There are over 300 curated datasets in the data lake, following different informal standards that have evolved organically over many years. This document will take these into consideration, identifying inconsistencies and best practices, with the intent of establishing more formal guidelines for future datasets.

Issues identified while drafting these guidelines can be found in Data Modeling Guidelines Issues.

Goals

Having data modeling guidelines aims to improve:

  • Efficiency in data handling by reducing cognitive overload for both data producers in designing the data models, and consumers in understanding and data. It allows for consistent and streamlined workflows, including better data integration and interoperability
  • Communication and collaboration between individuals and teams
  • Improved data quality—consistency reduces misunderstandings and supports data accuracy, consistency and reliability
  • Compliance and Privacy by foreseeing and considering privacy and compliance during the design process. Standardized models support easier reviews and audits
  • Scalability and data interoperability

Guidelines

Dataset Creation Process

Your first stop when considering creating a new dataset is the Dataset Creation Pathway flowchart. The crucial first steps there are:

  1. Check DataHub to see if the data you need is already there. If not, is there a similar table that could be updated to meet your needs?
  2. If you do need a new dataset, have you identified a Business Data Steward and Technical Steward?
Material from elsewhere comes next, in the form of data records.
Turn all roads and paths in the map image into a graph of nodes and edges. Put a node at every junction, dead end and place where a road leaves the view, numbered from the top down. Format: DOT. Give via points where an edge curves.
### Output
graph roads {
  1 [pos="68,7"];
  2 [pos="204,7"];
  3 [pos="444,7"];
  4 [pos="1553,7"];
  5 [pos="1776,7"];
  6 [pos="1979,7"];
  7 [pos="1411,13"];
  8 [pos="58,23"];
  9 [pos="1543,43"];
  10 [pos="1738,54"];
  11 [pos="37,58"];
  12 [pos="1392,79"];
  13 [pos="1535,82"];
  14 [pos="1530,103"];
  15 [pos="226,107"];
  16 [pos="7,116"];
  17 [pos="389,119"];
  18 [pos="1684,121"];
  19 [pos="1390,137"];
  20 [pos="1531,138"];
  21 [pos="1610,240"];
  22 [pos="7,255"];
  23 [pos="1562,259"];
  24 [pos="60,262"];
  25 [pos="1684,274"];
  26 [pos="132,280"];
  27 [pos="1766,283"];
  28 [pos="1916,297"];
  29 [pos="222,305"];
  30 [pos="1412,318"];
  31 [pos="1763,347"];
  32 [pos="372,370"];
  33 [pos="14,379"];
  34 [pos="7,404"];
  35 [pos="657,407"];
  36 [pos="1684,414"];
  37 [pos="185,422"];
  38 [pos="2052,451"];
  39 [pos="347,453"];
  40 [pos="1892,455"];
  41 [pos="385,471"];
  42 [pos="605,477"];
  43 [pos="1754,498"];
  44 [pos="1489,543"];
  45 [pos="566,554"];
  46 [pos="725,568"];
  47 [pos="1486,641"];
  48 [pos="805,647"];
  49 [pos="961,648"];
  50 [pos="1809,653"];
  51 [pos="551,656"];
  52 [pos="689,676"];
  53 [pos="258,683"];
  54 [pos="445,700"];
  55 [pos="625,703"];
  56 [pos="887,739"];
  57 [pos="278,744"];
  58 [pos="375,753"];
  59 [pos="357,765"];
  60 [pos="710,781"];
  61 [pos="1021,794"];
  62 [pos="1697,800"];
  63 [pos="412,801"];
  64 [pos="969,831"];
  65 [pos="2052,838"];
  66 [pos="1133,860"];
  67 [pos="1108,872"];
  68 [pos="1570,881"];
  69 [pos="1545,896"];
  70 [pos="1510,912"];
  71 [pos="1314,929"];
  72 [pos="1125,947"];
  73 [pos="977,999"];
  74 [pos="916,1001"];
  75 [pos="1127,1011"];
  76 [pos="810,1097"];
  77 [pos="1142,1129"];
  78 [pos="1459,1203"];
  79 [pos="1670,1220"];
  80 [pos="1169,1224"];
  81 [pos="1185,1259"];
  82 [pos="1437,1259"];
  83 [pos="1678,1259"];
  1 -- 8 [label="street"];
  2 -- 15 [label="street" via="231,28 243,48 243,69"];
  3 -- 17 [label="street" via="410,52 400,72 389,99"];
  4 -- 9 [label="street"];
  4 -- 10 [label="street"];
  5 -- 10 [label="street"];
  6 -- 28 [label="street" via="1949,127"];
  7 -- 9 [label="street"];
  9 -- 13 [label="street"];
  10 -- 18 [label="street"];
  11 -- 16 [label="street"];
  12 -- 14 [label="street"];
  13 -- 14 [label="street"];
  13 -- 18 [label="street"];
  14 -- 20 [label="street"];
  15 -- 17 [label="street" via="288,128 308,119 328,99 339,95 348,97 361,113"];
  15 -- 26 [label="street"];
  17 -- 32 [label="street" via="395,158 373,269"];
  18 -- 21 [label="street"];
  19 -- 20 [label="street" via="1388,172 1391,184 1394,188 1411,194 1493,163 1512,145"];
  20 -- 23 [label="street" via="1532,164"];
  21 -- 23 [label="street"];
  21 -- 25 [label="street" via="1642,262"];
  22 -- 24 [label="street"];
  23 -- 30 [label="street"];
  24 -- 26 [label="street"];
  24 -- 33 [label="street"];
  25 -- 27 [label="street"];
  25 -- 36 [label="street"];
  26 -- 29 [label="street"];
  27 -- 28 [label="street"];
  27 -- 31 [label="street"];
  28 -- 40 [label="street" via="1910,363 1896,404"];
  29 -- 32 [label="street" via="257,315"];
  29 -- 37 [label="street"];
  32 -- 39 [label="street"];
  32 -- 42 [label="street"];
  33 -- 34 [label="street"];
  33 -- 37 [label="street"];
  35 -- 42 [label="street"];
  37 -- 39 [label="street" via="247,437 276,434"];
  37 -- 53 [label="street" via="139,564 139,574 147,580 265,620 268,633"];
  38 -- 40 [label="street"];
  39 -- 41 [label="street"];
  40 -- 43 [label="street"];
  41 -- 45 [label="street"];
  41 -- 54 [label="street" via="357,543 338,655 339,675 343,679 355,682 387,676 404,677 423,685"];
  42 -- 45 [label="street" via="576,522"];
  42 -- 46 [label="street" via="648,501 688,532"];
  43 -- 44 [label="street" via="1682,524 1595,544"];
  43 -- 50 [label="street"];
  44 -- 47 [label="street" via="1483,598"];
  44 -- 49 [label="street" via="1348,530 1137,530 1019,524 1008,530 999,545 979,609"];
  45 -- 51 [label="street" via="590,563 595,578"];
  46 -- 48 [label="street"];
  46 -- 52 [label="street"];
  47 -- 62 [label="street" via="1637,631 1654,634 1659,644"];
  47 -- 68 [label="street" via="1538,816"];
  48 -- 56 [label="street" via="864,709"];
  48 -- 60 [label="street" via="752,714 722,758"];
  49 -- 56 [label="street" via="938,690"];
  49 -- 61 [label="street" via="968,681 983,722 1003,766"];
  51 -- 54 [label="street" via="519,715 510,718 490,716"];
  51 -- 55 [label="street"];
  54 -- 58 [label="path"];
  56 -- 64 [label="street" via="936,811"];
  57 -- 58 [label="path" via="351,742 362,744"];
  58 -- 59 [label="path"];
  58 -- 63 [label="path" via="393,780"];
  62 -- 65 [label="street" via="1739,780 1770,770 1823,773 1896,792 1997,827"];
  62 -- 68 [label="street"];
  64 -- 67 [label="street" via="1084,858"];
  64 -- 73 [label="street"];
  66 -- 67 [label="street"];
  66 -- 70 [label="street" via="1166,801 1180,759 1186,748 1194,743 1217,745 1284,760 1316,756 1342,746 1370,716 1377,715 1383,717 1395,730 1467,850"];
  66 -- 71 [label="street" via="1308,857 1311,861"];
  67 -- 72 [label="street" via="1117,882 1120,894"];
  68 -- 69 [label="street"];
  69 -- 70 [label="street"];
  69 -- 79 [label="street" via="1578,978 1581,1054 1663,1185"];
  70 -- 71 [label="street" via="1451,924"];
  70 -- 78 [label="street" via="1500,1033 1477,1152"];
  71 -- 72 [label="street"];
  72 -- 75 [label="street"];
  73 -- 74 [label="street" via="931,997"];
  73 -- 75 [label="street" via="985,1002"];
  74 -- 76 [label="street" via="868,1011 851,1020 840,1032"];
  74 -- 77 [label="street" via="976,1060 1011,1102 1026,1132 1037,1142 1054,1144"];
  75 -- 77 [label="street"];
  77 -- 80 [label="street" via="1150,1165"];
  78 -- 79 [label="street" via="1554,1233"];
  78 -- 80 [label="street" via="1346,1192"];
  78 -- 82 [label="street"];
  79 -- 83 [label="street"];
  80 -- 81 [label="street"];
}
After that, you can start thinking about the schema of your dataset.

As for where your data lives, if it is in the Data Lake, new datasets should be created in Iceberg, and should slot into one of the databases listed in the “Changes to database names” section. If none of those seem right, contact Data Engineering or post your question in the #data-engineering-collab Slack channel to discuss.

General Schema Design Guidelines

[De]normalization

For analytics purposes, wider, denormalized tables are more efficient. You should design your tables so that all the information your prospective users will normally need can be retrieved without joining another table. This requires extra storage cost, but storage is cheaper and easier to scale than CPU and memory. It also makes for more efficient queries and reduces the cognitive load on the user.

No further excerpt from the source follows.